So, it's clear that increasing the maximum simultaneous requests has not helped. I guess what it comes down to is this: What is it having such a hard time with? Where are these spikes coming from? Bursts of traffic? On what pages? What requests are running at any given time? I guess I simply need more information to continue troubleshooting. If there are long-running requests, or other issues, I'm not seeing it in the logs (although I do have that option checked in the admin). I need to know which requests exactly are those responsible for these spikes. Any help would be much appreciated. Thanks.

~Day

Sarnen answered 5/6, 2012 at 17:35 Comment(8)
I just wanted to note that I have posted this question at forums.adobe.com/message/4464997 but I haven't seen any responses yet, so I'm cross-posting here in the hope that this community is more helpful. Thanks.Sarnen
Do you run fusionreactor? It's kinda helpful to see which requests are running and where they are stuck. I have a similar problem with 100% CPU usage but it's mostly all the time ... So in my case FR doesn't help alot. Maybe you are luckier and these 100% spikes are just caused by imageresize with highestquality or some imageprocessing tags/functions like this.Aviary
Thanks for your response. I just went to take a look at FusionReactor and found it's not free (which would be fine, of course, if it would actually help). It looks like there's a fully functional demo, which is cool...but I've haven't been able to get it to install yet, so we'll see. Thanks again.Sarnen
I also wanted to post a follow-up here in fairness to the CF community over on the Adobe Forums, I did get a response from @jcaito, who also suggested FusionReactor (in addition to the CF native Server Monitoring, which, unfortunately, is not enabled in Standard Edition).Sarnen
Day - while you are futzing with fusion reactor I would suggest turning on page logging in the CF admin (log any page taking longer than N number seconds). It is a blunt tool that often provides an additional starting point in your code.Canned
Thanks @Mark. I've done that. Unfortunately, as you know, the request timeouts don't catch everything. It appears that what's happening is that one of the requests is locking something in the template cache, and then all the other requests are just waiting on that lock and are in limbo as it were. No request timeouts occur for any of the requests...Sarnen
...Then, when I finally go in and kill the one that had the lock, the others are released from limbo. At that point, if they are below the request timeout, they finish processing, and if they are over it (which most all of them usually are) then they simply proceed to timeout. But they won't timeout on their own and the requests just pile up until the active threads are used and the thread queue is full and everything seizes up. I posted my some stack traces so you can see what I'm talking about if you're interested.Sarnen
That has the earmarks of a database "block" - have you monitored your DB during the lockup? - I'll take a look at your stack traces after I get off the golf course :)Canned
D
5

I've had a number of 'high-cpu in production' type bugs and the way i've always dealt with them is this:

  1. Use jstack PID >> stack.log to dump 5 of stack traces, 5 seconds apart. Number of traces and timing not critical.

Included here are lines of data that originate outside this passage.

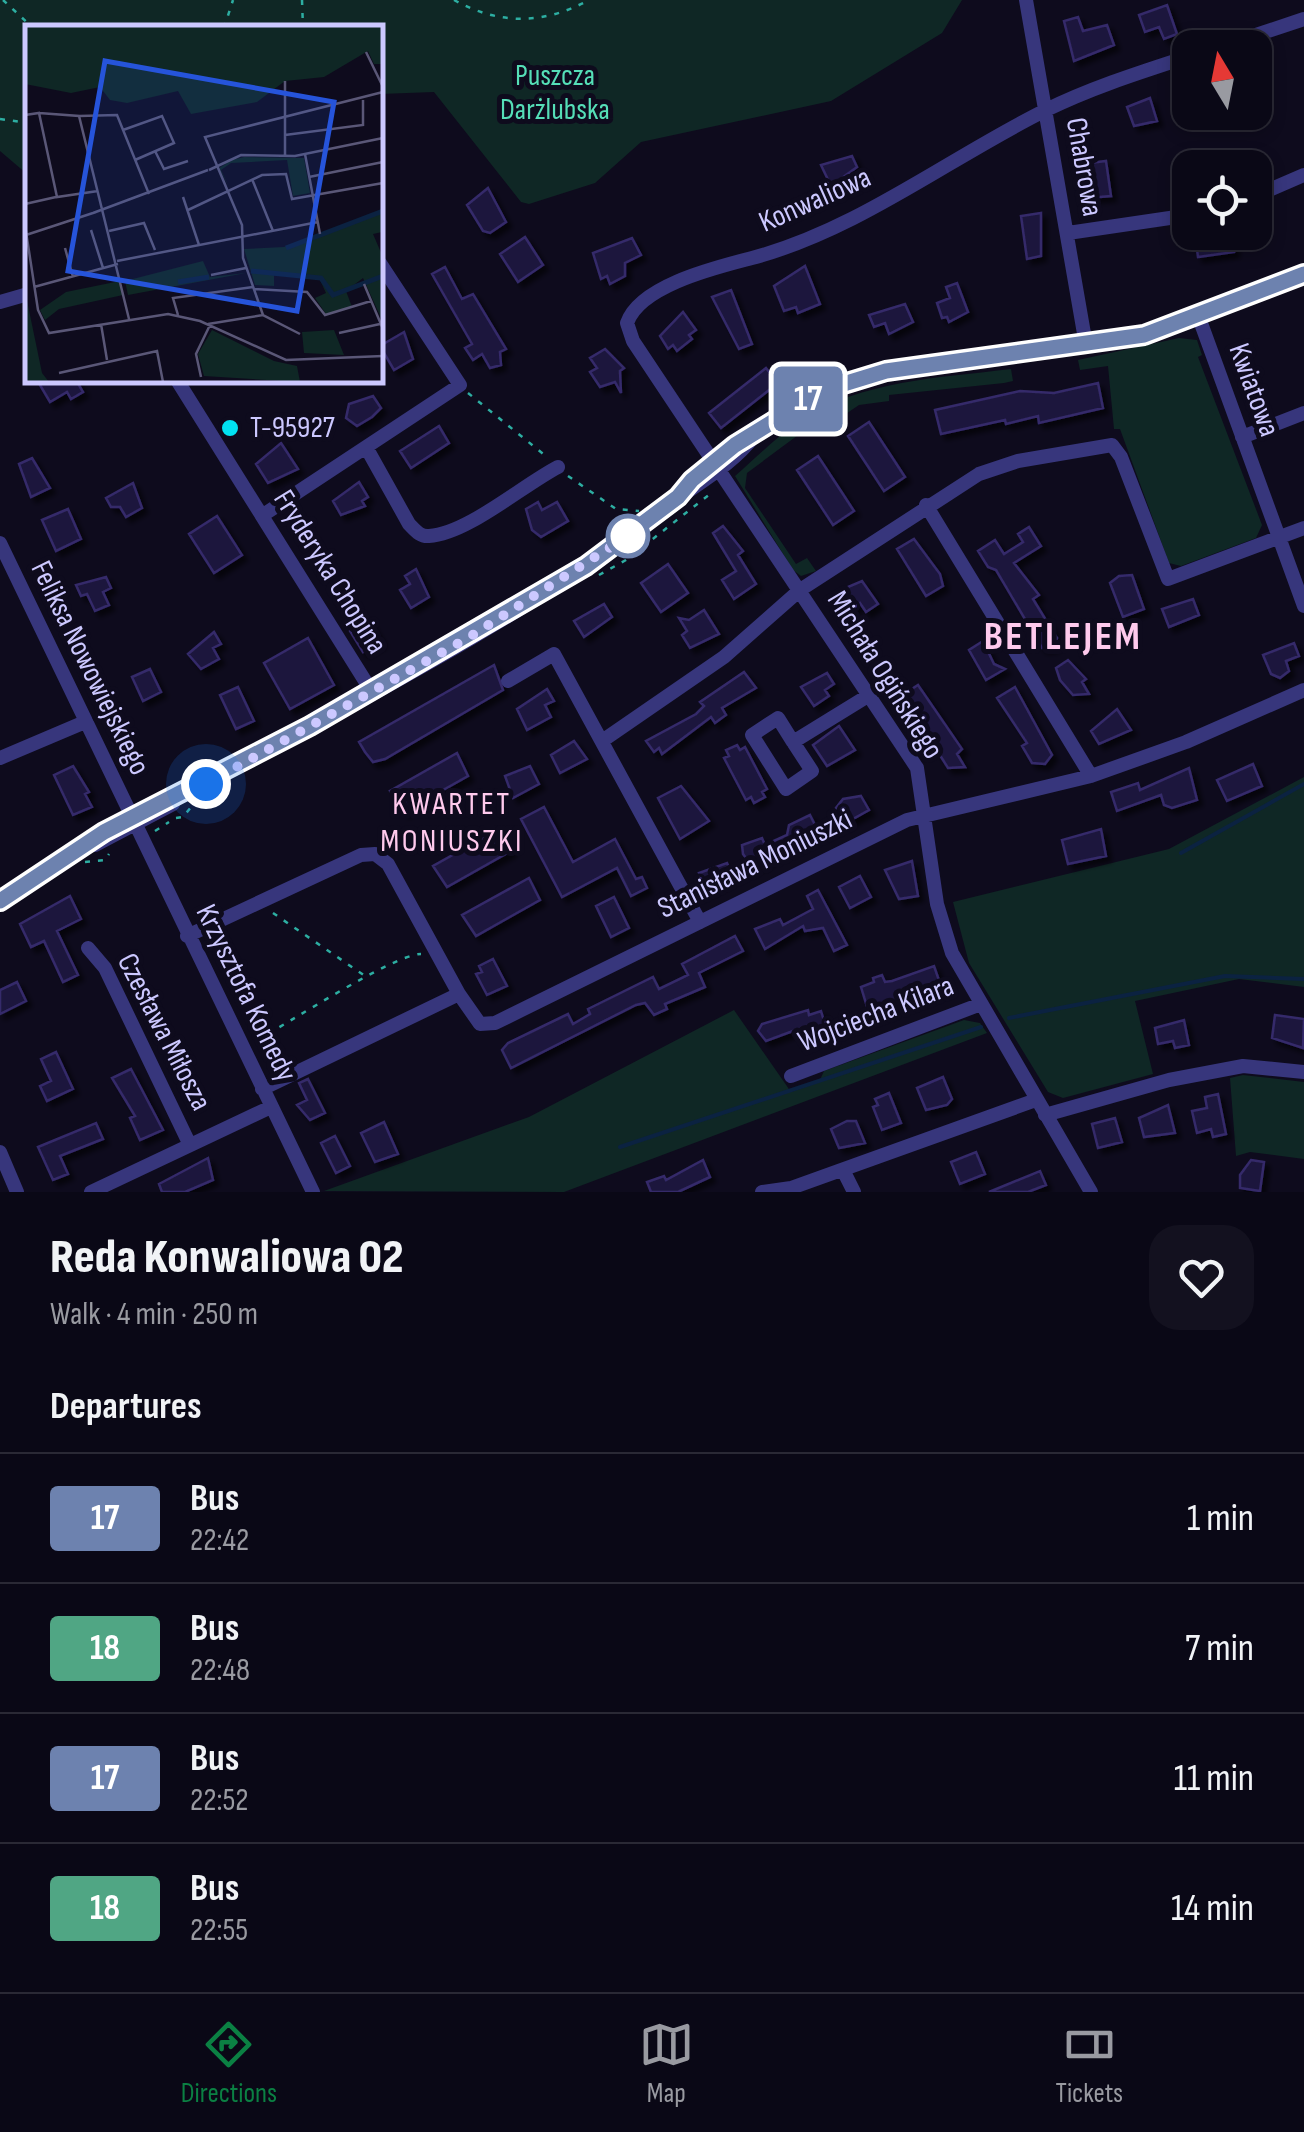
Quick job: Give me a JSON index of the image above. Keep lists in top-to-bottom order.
{
  "streets": {
    "street": [
      "Chabrowa",
      "Konwaliowa",
      "Kwiatowa",
      "Fryderyka Chopina",
      "Feliksa Nowowiejskiego",
      "Michała Ogińskiego",
      "Stanisława Moniuszki",
      "Krzysztofa Komedy",
      "Wojciecha Kilara",
      "Czesława Miłosza"
    ]
  },
  "crossings": [
    ["Chabrowa", "Konwaliowa"],
    ["Konwaliowa", "Michała Ogińskiego"],
    ["Feliksa Nowowiejskiego", "Krzysztofa Komedy"],
    ["Michała Ogińskiego", "Stanisława Moniuszki"],
    ["Michała Ogińskiego", "Wojciecha Kilara"],
    ["Krzysztofa Komedy", "Czesława Miłosza"]
  ],
  "districts": ["BETLEJEM", "KWARTET MONIUSZKI"],
  "parks": ["Puszcza Darżlubska"],
  "places": ["T-95927"],
  "lines": ["bus line 17"],
  "north": "top",
  "page": {
    "on_map": "17",
    "heading": [
      ["Reda Konwaliowa 02", "Walk · 4 min · 250 m"],
      "Departures"
    ],
    "list": [
      {
        "mark": "17",
        "name": "Bus",
        "note": "22:42",
        "value": "1 min"
      },
      {
        "mark": "18",
        "name": "Bus",
        "note": "22:48",
        "value": "7 min"
      },
      {
        "mark": "17",
        "name": "Bus",
        "note": "22:52",
        "value": "11 min"
      },
      {
        "mark": "18",
        "name": "Bus",
        "note": "22:55",
        "value": "14 min"
      }
    ],
    "tabs": ["Directions", "Map", "Tickets"]
  }
}
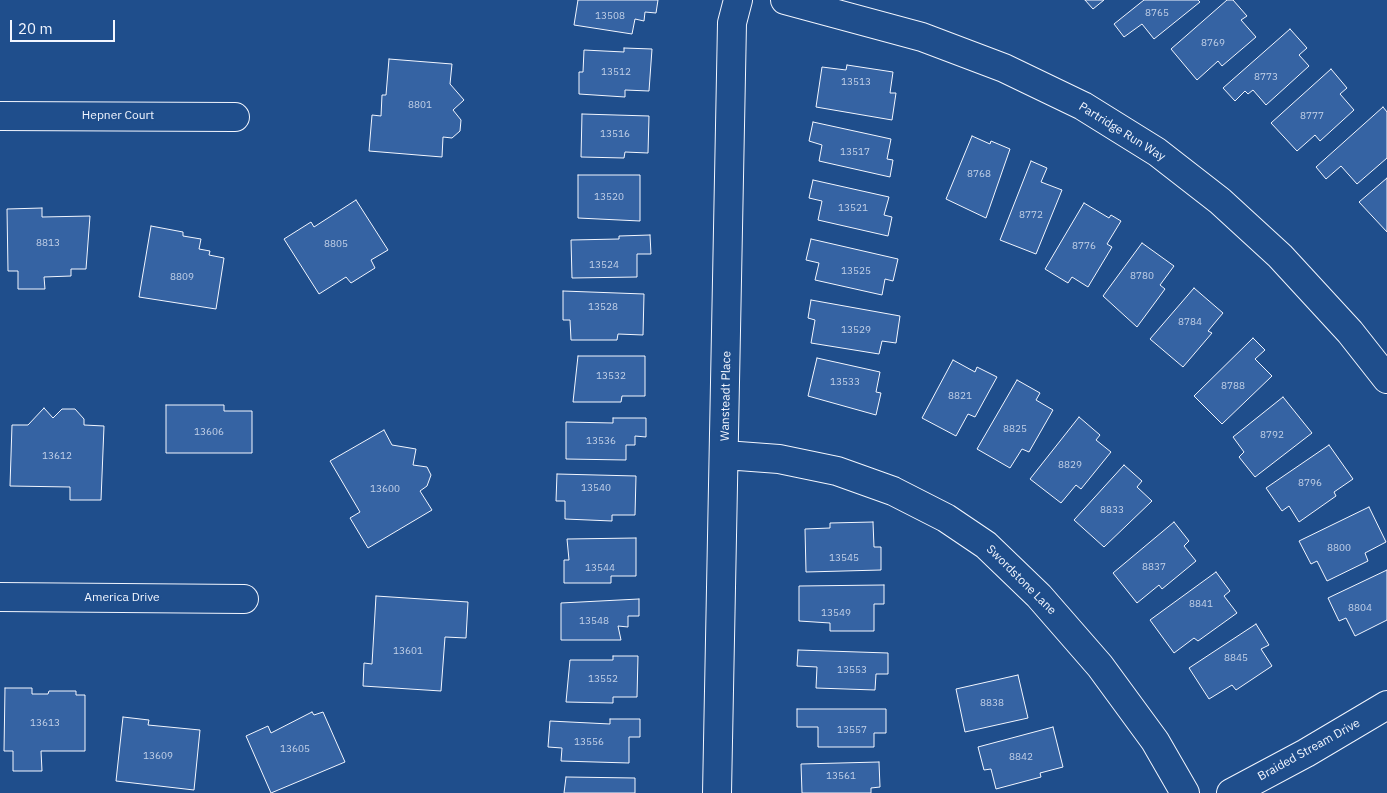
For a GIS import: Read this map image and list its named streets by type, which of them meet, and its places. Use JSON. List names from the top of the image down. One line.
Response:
{"streets":{"street":["Hepner Court","Partridge Run Way","Wansteadt Place","Swordstone Lane","America Drive","Braided Stream Drive"]},"crossings":[["Wansteadt Place","Swordstone Lane"]],"house_numbers":["8765","13508","8769","13512","8773","13513","8801","8777","13516","13517","8768","13520","13521","8772","8813","8805","8776","13524","13525","8780","8809","13528","8784","13529","13532","13533","8788","8821","8825","13606","8792","13536","13612","8829","8796","13540","13600","8833","8800","13545","8837","13544","8841","8804","13549","13548","13601","8845","13553","13552","8838","13613","13557","13556","13605","13609","8842","13561"],"scale_bar":"20 m"}
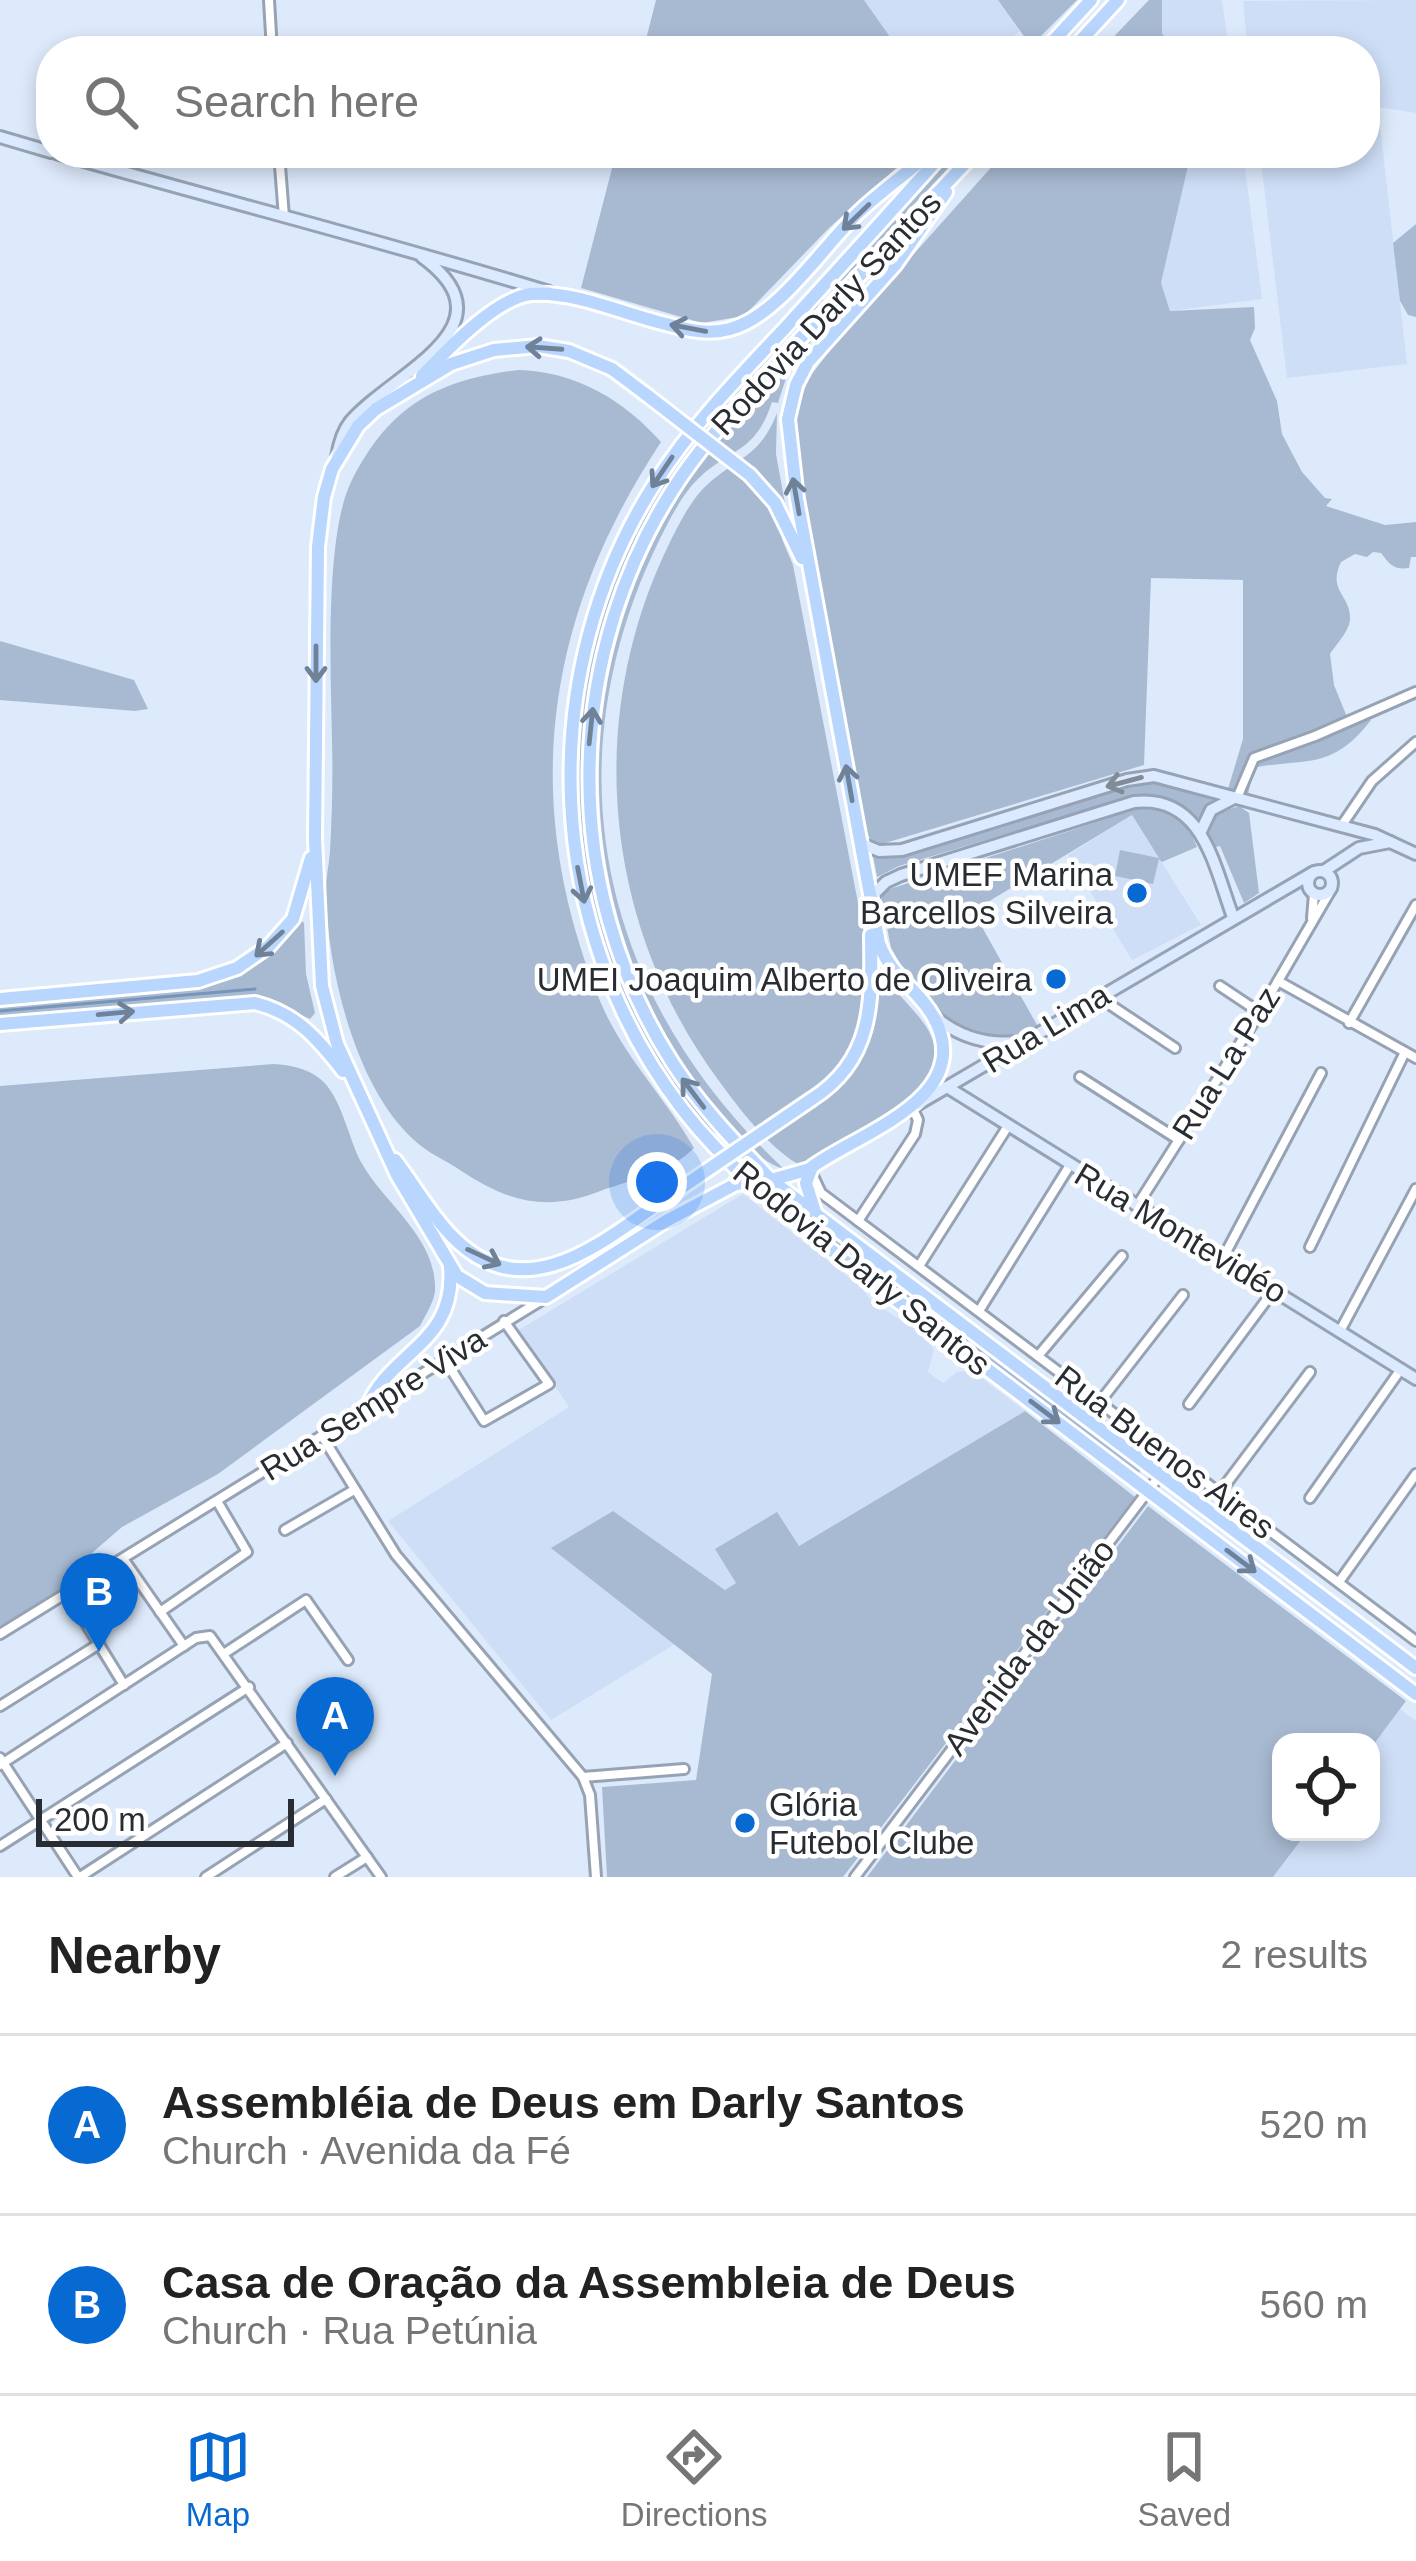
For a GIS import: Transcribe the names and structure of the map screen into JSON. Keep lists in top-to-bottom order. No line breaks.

  2. Open the log in Samurai. You get a view of the threads at each time you did a dump. Threads processing your code start web- (for requests using the built-in server) and jrpp- for requests coming in through Apache/IIS.

  3. Read the history of each thread. You're looking for the stack being very similar in each dump. If a thread looks like it's handling the same request the whole time, the bits that vary near the top will point to where an infinite loop is happening.

Feel free to dump a stack trace somewhere online and point us to it.

The other technique I've used to understand what's going on is to modify apache's httpd.conf to log time taken: %D and record session id: %{jsessionid} which allows you to trace individual users in the run-up to hangs and to do some nice stats/graphs with the data (I use LogParser to crunch the numbers and output to CSV, followed by Excel to graph the data):

LogFormat "%h %l %u %t "%r" %>s %b %D %{jsessionid}" customAnalysis
CustomLog logs/analysis_log customAnalysis

One other technique I've just remembered is to enable CF Metrics, which will get you some measure of what the server was up to in the runup to a hang. I set this to log every 10 seconds and change the format to be CSV, so I can grep the metrics from the event log and then run them through Excel to graph server load in the runup to crashes.

Barny

Dalt answered 6/6, 2012 at 7:30 Comment(7)
Thanks Barny. I have not yet tried jStack and Samurai as you suggested. But I do have stack traces now from the FusionReactor demo. I don't see anywhere to enable the CF Metrics in the admin. Would I want to hand-edit the jrun.xml file to do that?Sarnen
I installed the JDK and that provided jStack. But Samurai appears (at first glance) to be GUI tool that I don't expect to work without XWindows. Am I wrong?Sarnen
You're right, it's a swing app that needs a GUI. I normally take the log files off the server and analyse them on a workstation locally. You can analyse the dumps by hand, but it's hard to keep track of the threads between successive dumps, which is where samurai really helps.Dalt
Looking at the stack dumps you've provided, it looks like jrpp-431, jrpp-310, jrpp-455, jrpp-494, jrpp-476, jrpp-477, jrpp-452 and jrpp-490 are all locked on line 28 of Application.cfm. Going by the stack traces, I'm guessing it's a custom tag. Line 28 of Application.cfm is the last line of your code on the trace though, after that its CF internals, and from the looks of it, it's trying to check whether the template is in the trusted cache, so you could try disabling that, although that's a bit drastic. Also, do you have any <cflocks in place around line 28?Dalt
You're right about the CF Metrics being a straight edit in jrun.xml. I'll see if I can dig out the config we use in our app, which gives a CSV or TSV format to the metrics.Dalt
Your stack traces look rather similar to this fixed defect: helpx.adobe.com/coldfusion/kb/… - if nothing obvious crops up from reviewing your code, I'd suggest raising a ticket with Adobe and seeing what their response is.Dalt
Thanks again, Barny. I'm not using any <cflock> tags. I think you (and others) have pretty much answered my primary question here with regard to how to find out which scripts are causing problems. The stack traces were a major breakthrough. So in the interest of keeping StackOverflow tidy, I've started a new question that better reflects my current stage of troubleshooting: How to resolve deadlock issue in ColdFusion 9: coldfusion.util.AbstractCache$LockSarnen
C
2

To find out what is maxing out your procs requires a lot of information that is "internal" to your system. It's hard to do it from outside looking at things like queued requests etc. One thing is certain - altering simultaneous request setting to a very high number is not going to do the trick :) All it will do is remove something that is designed to keep CF from gloaming onto too much processor.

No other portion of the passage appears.